Welcome to Queens

With a bulky luggage and a backpack to lug around between train stations and platforms, I knew my commute from Jersey City to Manhattan to Queens was not going to be easy. Lack of upper body strength, meet several flight of stairs. You’re not going to like each other. (Actually, stairs won’t really care.)

When I reached Midtown, my friend F who just came from a run in Central Park told me to stay put in the train station where I was and that she would just meet me there. I was so happy to see her because (1) I hadn’t seen her for a couple of years and (2) extra pair of arms! Take that, subway stairs! (Nope, not really. The luggage lugging on the stairs was still not the most convenient morning activity.)

Finally, when we got to 30th Avenue Station in Astoria, Queens, my friend and I decided to let the other luggage-less folks go down the flights of stairs ahead of us so that two tiny Filipinas carrying one luggage won’t block their way. We waited a few meters away from stairs, letting other people pass ahead of us when a guy asked us if we needed help. After two stations,  four flights of stairs (yes, I counted) and throngs of train passengers you try not to block, when this guy asked us if he could help us, I must have looked like I had just seen the birth of Jesus. I nodded, while I picked up my jaw from the floor. My friend from Queens just smiled sweetly, nonplussed, and said a chirpy, “Okay, thanks!”

The guy carried our bag down two flights of stairs onto the sidewalk.
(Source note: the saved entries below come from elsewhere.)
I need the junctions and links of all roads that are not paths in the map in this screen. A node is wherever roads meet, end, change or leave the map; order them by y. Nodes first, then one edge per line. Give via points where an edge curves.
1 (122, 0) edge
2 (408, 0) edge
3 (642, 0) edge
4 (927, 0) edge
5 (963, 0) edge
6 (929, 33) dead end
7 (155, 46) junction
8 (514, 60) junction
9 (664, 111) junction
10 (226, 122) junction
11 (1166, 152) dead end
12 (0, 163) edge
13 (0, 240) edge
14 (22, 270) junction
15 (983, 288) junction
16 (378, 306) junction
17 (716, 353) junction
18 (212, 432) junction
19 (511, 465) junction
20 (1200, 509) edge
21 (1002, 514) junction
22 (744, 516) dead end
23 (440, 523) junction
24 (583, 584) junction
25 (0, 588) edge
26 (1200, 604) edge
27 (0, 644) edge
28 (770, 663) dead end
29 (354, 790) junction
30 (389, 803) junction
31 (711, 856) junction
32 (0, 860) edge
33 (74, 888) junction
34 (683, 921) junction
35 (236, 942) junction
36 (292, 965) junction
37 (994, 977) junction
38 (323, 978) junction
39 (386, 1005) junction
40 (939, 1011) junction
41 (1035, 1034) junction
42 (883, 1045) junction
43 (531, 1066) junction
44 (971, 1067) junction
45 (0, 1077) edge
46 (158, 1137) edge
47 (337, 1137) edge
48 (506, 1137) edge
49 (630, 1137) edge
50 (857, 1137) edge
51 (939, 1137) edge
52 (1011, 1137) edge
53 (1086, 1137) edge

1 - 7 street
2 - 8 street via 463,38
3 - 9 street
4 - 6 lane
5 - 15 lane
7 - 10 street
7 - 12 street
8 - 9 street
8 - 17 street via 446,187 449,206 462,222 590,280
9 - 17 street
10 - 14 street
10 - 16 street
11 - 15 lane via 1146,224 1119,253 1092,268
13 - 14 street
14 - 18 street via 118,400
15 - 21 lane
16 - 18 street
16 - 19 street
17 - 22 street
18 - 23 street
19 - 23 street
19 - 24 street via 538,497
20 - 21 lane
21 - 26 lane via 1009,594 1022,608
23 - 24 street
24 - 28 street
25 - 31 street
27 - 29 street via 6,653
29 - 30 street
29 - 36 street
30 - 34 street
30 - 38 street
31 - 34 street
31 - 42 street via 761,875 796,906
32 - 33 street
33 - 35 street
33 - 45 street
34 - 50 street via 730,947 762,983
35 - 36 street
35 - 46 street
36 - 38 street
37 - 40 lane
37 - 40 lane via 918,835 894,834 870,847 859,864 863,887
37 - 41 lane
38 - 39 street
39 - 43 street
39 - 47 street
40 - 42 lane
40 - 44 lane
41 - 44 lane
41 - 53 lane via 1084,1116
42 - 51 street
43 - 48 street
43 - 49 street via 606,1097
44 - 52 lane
I thanked him profusely and I think I bowed at one point. He waved his hand, which we all know is the universal language for ‘Don’t worry about it’ and went on his way.

And with that, my friend turned to me and said: “Welcome to Queens.”

From the track

From the track in Astoria Park

To say that my friend loves her neighborhood (and the NYC borough she now calls home) was an understatement. And with that kind of ‘welcome’ I wasn’t surprised why.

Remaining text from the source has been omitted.